Exact repetition is required: reproduce every line of the data.

=-=-=

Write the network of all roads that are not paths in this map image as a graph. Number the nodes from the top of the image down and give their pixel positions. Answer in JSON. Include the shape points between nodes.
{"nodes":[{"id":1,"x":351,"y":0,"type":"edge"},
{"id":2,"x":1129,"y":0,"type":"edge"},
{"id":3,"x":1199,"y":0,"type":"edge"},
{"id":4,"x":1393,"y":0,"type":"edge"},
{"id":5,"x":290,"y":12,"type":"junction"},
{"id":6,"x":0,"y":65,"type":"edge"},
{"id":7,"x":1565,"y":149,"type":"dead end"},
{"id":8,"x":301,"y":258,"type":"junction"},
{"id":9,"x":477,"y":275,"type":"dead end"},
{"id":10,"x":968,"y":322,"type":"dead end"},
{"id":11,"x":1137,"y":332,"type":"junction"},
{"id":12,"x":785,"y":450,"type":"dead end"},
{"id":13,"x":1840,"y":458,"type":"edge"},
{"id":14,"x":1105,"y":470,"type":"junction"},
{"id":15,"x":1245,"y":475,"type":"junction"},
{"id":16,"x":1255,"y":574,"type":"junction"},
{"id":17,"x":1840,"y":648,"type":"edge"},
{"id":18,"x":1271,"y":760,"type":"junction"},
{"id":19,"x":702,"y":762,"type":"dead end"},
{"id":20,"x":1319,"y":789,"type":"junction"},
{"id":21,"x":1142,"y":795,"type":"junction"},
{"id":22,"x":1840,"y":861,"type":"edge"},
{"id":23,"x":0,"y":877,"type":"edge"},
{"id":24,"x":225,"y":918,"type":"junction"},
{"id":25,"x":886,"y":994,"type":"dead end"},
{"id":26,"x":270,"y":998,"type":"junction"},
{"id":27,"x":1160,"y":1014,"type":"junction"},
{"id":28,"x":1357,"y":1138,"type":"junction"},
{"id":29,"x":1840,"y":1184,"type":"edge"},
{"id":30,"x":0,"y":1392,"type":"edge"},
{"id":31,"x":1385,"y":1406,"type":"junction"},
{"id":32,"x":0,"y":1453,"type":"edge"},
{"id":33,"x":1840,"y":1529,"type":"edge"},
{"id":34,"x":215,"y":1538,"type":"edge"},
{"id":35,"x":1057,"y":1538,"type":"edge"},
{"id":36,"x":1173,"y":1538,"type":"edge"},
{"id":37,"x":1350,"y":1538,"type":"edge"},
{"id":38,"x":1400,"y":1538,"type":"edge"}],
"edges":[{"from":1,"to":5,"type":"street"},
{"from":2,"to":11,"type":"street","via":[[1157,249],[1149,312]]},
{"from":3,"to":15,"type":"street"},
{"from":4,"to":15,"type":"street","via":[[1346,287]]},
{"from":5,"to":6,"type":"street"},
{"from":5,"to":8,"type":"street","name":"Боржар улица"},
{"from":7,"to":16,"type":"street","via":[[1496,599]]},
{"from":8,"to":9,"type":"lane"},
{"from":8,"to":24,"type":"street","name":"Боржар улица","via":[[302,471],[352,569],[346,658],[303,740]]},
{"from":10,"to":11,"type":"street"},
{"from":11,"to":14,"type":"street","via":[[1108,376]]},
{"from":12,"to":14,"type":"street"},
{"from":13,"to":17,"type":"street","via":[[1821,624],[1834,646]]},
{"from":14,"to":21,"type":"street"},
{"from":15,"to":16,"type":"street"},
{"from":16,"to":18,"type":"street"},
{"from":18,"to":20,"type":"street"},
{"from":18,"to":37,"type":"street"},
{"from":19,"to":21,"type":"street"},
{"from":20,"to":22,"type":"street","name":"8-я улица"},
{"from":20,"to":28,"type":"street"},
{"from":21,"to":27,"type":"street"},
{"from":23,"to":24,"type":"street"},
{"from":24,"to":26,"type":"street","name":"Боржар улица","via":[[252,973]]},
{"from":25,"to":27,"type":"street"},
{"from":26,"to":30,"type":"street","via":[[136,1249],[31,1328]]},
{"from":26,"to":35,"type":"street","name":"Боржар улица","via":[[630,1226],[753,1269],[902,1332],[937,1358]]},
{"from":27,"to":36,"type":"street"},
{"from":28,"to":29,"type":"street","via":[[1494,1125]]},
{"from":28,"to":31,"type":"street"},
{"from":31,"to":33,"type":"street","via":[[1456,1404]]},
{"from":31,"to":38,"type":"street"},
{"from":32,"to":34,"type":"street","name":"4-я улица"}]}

=-=-=

Result of this task.
Write the network of all roads that are not paths in this map image as a graph. Number the nodes from the top of the image down and give their pixel positions. Answer in JSON. Include the shape points between nodes.
{"nodes":[{"id":1,"x":351,"y":0,"type":"edge"},
{"id":2,"x":1129,"y":0,"type":"edge"},
{"id":3,"x":1199,"y":0,"type":"edge"},
{"id":4,"x":1393,"y":0,"type":"edge"},
{"id":5,"x":290,"y":12,"type":"junction"},
{"id":6,"x":0,"y":65,"type":"edge"},
{"id":7,"x":1565,"y":149,"type":"dead end"},
{"id":8,"x":301,"y":258,"type":"junction"},
{"id":9,"x":477,"y":275,"type":"dead end"},
{"id":10,"x":968,"y":322,"type":"dead end"},
{"id":11,"x":1137,"y":332,"type":"junction"},
{"id":12,"x":785,"y":450,"type":"dead end"},
{"id":13,"x":1840,"y":458,"type":"edge"},
{"id":14,"x":1105,"y":470,"type":"junction"},
{"id":15,"x":1245,"y":475,"type":"junction"},
{"id":16,"x":1255,"y":574,"type":"junction"},
{"id":17,"x":1840,"y":648,"type":"edge"},
{"id":18,"x":1271,"y":760,"type":"junction"},
{"id":19,"x":702,"y":762,"type":"dead end"},
{"id":20,"x":1319,"y":789,"type":"junction"},
{"id":21,"x":1142,"y":795,"type":"junction"},
{"id":22,"x":1840,"y":861,"type":"edge"},
{"id":23,"x":0,"y":877,"type":"edge"},
{"id":24,"x":225,"y":918,"type":"junction"},
{"id":25,"x":886,"y":994,"type":"dead end"},
{"id":26,"x":270,"y":998,"type":"junction"},
{"id":27,"x":1160,"y":1014,"type":"junction"},
{"id":28,"x":1357,"y":1138,"type":"junction"},
{"id":29,"x":1840,"y":1184,"type":"edge"},
{"id":30,"x":0,"y":1392,"type":"edge"},
{"id":31,"x":1385,"y":1406,"type":"junction"},
{"id":32,"x":0,"y":1453,"type":"edge"},
{"id":33,"x":1840,"y":1529,"type":"edge"},
{"id":34,"x":215,"y":1538,"type":"edge"},
{"id":35,"x":1057,"y":1538,"type":"edge"},
{"id":36,"x":1173,"y":1538,"type":"edge"},
{"id":37,"x":1350,"y":1538,"type":"edge"},
{"id":38,"x":1400,"y":1538,"type":"edge"}],
"edges":[{"from":1,"to":5,"type":"street"},
{"from":2,"to":11,"type":"street","via":[[1157,249],[1149,312]]},
{"from":3,"to":15,"type":"street"},
{"from":4,"to":15,"type":"street","via":[[1346,287]]},
{"from":5,"to":6,"type":"street"},
{"from":5,"to":8,"type":"street","name":"Боржар улица"},
{"from":7,"to":16,"type":"street","via":[[1496,599]]},
{"from":8,"to":9,"type":"lane"},
{"from":8,"to":24,"type":"street","name":"Боржар улица","via":[[302,471],[352,569],[346,658],[303,740]]},
{"from":10,"to":11,"type":"street"},
{"from":11,"to":14,"type":"street","via":[[1108,376]]},
{"from":12,"to":14,"type":"street"},
{"from":13,"to":17,"type":"street","via":[[1821,624],[1834,646]]},
{"from":14,"to":21,"type":"street"},
{"from":15,"to":16,"type":"street"},
{"from":16,"to":18,"type":"street"},
{"from":18,"to":20,"type":"street"},
{"from":18,"to":37,"type":"street"},
{"from":19,"to":21,"type":"street"},
{"from":20,"to":22,"type":"street","name":"8-я улица"},
{"from":20,"to":28,"type":"street"},
{"from":21,"to":27,"type":"street"},
{"from":23,"to":24,"type":"street"},
{"from":24,"to":26,"type":"street","name":"Боржар улица","via":[[252,973]]},
{"from":25,"to":27,"type":"street"},
{"from":26,"to":30,"type":"street","via":[[136,1249],[31,1328]]},
{"from":26,"to":35,"type":"street","name":"Боржар улица","via":[[630,1226],[753,1269],[902,1332],[937,1358]]},
{"from":27,"to":36,"type":"street"},
{"from":28,"to":29,"type":"street","via":[[1494,1125]]},
{"from":28,"to":31,"type":"street"},
{"from":31,"to":33,"type":"street","via":[[1456,1404]]},
{"from":31,"to":38,"type":"street"},
{"from":32,"to":34,"type":"street","name":"4-я улица"}]}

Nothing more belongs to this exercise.